Страница 9 из 10
Государство возникло и держится именно на этой человеческой двойственности. Будь человек только зверем, оно было бы невозможно. Будь человек только ангелом, оно было бы не нужно.
Борьба человека с государством должна бы кончиться миром. Но роковая ошибка современных государственных деятелей, в частности демократических, в том, что они искажают понятие справедливости. «Справедливость есть синтез между отречением от себя для других и звериной природой, стремящейся все от других отбирать для себя». Воля большинства, господствующая в демократических странах и принимаемая за выражение справедливости, в действительности ничего общего с ней не имеет: это лишь замаскированная форма насилия.
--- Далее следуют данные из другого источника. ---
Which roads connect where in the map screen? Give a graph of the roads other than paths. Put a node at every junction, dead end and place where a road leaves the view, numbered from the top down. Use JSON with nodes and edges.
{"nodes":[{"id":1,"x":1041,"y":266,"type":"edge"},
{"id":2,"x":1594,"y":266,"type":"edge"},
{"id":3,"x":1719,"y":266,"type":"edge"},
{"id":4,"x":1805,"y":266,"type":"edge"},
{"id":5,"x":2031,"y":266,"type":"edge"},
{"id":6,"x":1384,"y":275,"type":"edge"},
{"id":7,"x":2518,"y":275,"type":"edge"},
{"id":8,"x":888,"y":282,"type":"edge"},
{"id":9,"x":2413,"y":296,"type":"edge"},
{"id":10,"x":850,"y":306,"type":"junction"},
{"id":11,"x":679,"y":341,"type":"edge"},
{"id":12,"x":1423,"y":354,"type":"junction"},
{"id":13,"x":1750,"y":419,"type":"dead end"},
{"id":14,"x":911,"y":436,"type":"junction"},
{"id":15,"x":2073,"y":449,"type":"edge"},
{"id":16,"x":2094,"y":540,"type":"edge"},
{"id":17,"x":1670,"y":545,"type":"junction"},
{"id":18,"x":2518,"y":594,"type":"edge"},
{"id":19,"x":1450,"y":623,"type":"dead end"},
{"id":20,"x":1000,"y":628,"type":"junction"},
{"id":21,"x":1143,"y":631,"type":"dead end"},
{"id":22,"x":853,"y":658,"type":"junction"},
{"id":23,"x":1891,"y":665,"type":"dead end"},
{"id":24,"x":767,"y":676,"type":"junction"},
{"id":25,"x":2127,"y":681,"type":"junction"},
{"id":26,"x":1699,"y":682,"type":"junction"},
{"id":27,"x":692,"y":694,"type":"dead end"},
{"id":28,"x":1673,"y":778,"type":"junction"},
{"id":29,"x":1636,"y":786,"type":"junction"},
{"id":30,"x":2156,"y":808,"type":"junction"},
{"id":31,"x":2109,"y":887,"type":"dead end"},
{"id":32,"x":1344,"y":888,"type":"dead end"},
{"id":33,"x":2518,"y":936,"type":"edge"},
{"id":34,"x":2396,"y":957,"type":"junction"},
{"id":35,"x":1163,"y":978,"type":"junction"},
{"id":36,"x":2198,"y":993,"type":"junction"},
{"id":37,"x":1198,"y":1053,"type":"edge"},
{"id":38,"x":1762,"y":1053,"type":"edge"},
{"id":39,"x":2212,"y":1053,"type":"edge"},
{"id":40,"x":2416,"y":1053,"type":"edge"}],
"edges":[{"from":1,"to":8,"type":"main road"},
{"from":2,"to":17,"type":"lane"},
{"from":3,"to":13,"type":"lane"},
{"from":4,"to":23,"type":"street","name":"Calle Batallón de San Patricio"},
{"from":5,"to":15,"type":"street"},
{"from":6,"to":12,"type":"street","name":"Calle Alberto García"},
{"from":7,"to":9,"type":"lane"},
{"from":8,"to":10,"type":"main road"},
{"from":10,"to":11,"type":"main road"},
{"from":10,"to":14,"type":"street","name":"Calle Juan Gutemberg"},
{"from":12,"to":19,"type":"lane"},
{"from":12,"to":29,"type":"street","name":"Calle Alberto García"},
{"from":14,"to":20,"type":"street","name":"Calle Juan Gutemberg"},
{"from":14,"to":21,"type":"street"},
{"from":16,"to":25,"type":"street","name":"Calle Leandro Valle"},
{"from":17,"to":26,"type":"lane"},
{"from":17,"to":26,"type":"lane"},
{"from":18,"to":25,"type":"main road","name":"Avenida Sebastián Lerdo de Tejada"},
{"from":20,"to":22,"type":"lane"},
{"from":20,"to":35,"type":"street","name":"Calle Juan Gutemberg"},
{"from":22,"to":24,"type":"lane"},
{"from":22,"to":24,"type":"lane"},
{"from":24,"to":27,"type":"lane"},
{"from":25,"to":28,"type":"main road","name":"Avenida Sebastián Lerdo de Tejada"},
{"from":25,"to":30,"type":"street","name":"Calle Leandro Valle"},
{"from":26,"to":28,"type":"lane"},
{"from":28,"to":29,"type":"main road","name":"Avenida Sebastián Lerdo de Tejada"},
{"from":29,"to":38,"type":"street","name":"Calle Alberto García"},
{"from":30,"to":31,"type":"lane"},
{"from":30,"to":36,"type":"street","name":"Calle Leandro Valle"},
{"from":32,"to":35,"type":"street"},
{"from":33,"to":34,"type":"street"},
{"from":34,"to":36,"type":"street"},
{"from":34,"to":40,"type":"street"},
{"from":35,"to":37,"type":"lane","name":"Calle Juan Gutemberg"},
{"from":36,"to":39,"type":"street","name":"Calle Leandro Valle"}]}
Критике понятия большинства и воли большинства, как верховного государственного принципа, Маклаков посвятил свои «Еретические мысли». В последней главе «Воспоминаний» он повторяет главнейшие свои доводы, а порой и заостряет их, чуть ли не перефразируя ибсеновского доктора Штокмана, утверждавшего, как известно, что «большинство никогда не бывает право». По Маклакову, «справедливость не непременно там, где желает ее видеть большинство».
Если государство будет когда-нибудь истинно-человечным, этого своего облика оно достигнет, лишь идя «по дороге искания общего соглашения».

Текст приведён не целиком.